The Commonwealth of Massachusetts has been in the news recently over the attempted unionization of a small charter school on Cape Cod. Lighthouse Charter School was once the pride of the area; unfortunately due to some growing pains and administrator turnover the school was at a crossroads that made it vulnerable to a "card-check" unionizing effort. Some teachers are questioning the legality of unionization without an election. Regardless of the outcome at Lighthouse, any attempt to unionize a successful charter school initiates a necessary conversation about what unionization could mean to the overall charter environment in Massachusetts and elsewhere.
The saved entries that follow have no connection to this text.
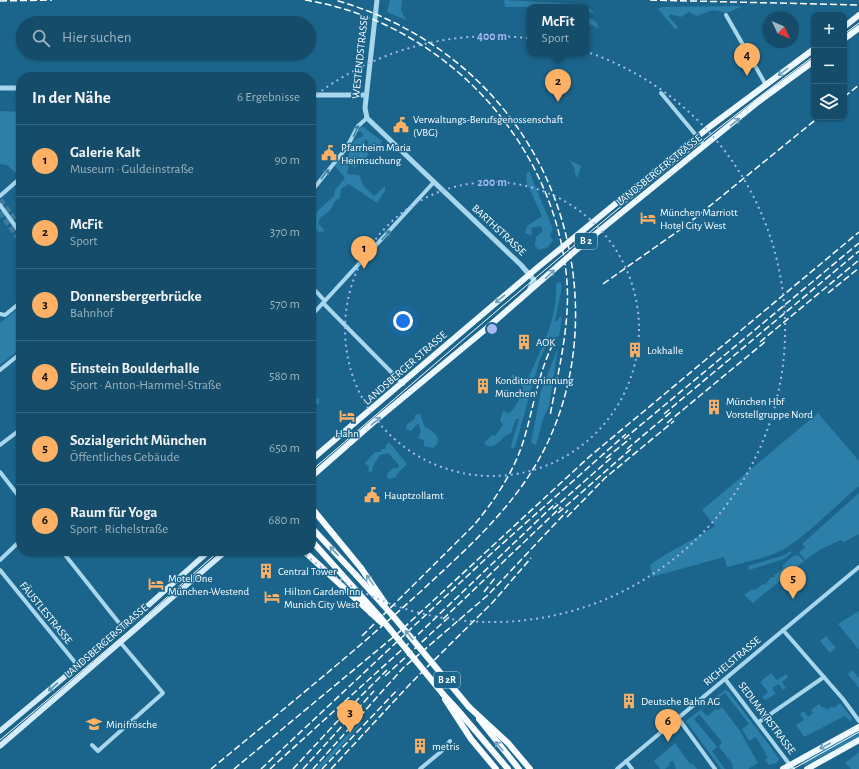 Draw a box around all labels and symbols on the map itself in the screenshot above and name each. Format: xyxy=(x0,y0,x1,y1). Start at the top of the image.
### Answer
north arrow xyxy=(763,12,799,48)
street label: WESTENDSTRASSE xyxy=(350,14,370,99)
text: 400 m xyxy=(477,30,507,42)
pin: 4 xyxy=(734,43,760,76)
one-way arrow xyxy=(777,68,788,76)
pin: 2 xyxy=(545,69,571,102)
place label: Verwaltungs-Berufsgenossenschaft (VBG) xyxy=(413,114,564,138)
public building icon: Verwaltungs-Berufsgenossenschaft (VBG) xyxy=(392,116,410,134)
one-way arrow xyxy=(729,117,740,126)
one-way arrow xyxy=(352,126,360,138)
street label: LANDSBERGER STRASSE xyxy=(614,132,704,208)
place label: Pfarrheim Maria Heimsuchung xyxy=(341,142,411,166)
public building icon: Pfarrheim Maria Heimsuchung xyxy=(320,144,338,162)
one-way arrow xyxy=(321,169,330,180)
text: 200 m xyxy=(477,176,507,188)
street label: BARTHSTRASSE xyxy=(470,202,529,258)
place label: München Marriott Hotel City West xyxy=(660,207,738,231)
hotel icon: München Marriott Hotel City West xyxy=(639,209,657,227)
one-way arrow xyxy=(381,230,390,240)
road number: B 2 xyxy=(575,233,597,249)
pin: 1 xyxy=(351,236,377,269)
one-way arrow xyxy=(544,269,555,278)
one-way arrow xyxy=(494,295,505,304)
your location xyxy=(393,311,413,331)
centre of rings xyxy=(485,322,499,336)
street label: LANDSBERGER STRASSE xyxy=(361,329,449,407)
building icon: AOK xyxy=(515,333,533,351)
place label: AOK xyxy=(536,337,556,348)
building icon: Lokhalle xyxy=(626,341,644,359)
place label: Lokhalle xyxy=(647,345,683,356)
place label: Konditoreninnung München xyxy=(495,375,574,399)
building icon: Konditoreninnung München xyxy=(474,377,492,395)
place label: München Hbf Vorstellgruppe Nord xyxy=(726,396,813,420)
building icon: München Hbf Vorstellgruppe Nord xyxy=(705,398,723,416)
hotel icon: Hahn xyxy=(338,407,356,425)
one-way arrow xyxy=(370,416,381,425)
place label: Hahn xyxy=(335,428,359,439)
public building icon: Hauptzollamt xyxy=(363,486,381,504)
place label: Hauptzollamt xyxy=(384,490,444,501)
one-way arrow xyxy=(329,546,339,556)
building icon: Central Tower xyxy=(257,562,275,580)
place label: Central Tower xyxy=(278,566,337,577)
pin: 5 xyxy=(780,566,806,599)
place label: Motel One München-Westend xyxy=(168,573,249,597)
hotel icon: Motel One München-Westend xyxy=(147,575,165,593)
one-way arrow xyxy=(366,575,374,586)
street label: FÄUSTLESTRASSE xyxy=(18,580,75,647)
place label: Hilton Garden Inn Munich City West xyxy=(284,586,360,610)
hotel icon: Hilton Garden Inn Munich City West xyxy=(263,588,281,606)
street label: LANDSBERGER STRASSE xyxy=(62,602,150,680)
one-way arrow xyxy=(404,630,413,640)
street label: RICHELSTRASSE xyxy=(701,634,763,688)
road number: B 2R xyxy=(434,672,460,688)
street label: SEDLMAYRSTRASSE xyxy=(736,680,798,757)
one-way arrow xyxy=(48,683,59,692)
building icon: Deutsche Bahn AG xyxy=(620,692,638,710)
place label: Deutsche Bahn AG xyxy=(641,696,720,707)
pin: 3 xyxy=(337,700,363,733)
pin: 6 xyxy=(655,709,681,742)
school or university icon: Minifrösche xyxy=(85,715,103,733)
place label: Minifrösche xyxy=(106,719,157,730)
building icon: metris xyxy=(411,737,429,755)
one-way arrow xyxy=(495,740,504,751)
place label: metris xyxy=(432,741,460,752)
one-way arrow xyxy=(819,743,831,750)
Unionization of charter schools is a very real threat to the innovative, flexible environment charter schools are designed to cultivate. 604 charter schools (12 percent) operate with unions, according to the National Alliance for Public Charter Schools. Even that low number is surprising, considering charter schools were intended to operate without bureaucratic red tape and onerous negotiated agreements, in an environment where administration has the ability to implement changes based upon the best interests of the students, not the needs of adults.

Charter schools often succeed (in fact, if they don't succeed, they close their doors) and enjoy the support of President Barack Obama and Secretary of Education Arne Duncan. As a result, the unions are tired of being left out of the process and have started to organize schools. In some cities the union publicly admits that the effort to unionize is actually an effort to destroy. Sadly, teachers who are promised better pay and improved working conditions can only be guaranteed lengthy contracts, contributions to partisan politics, and an adversarial relationship between faculty and staff. In fact, there seems to be no faster way of stifling the progressive and collaborative environments of charter schools than to unionize them.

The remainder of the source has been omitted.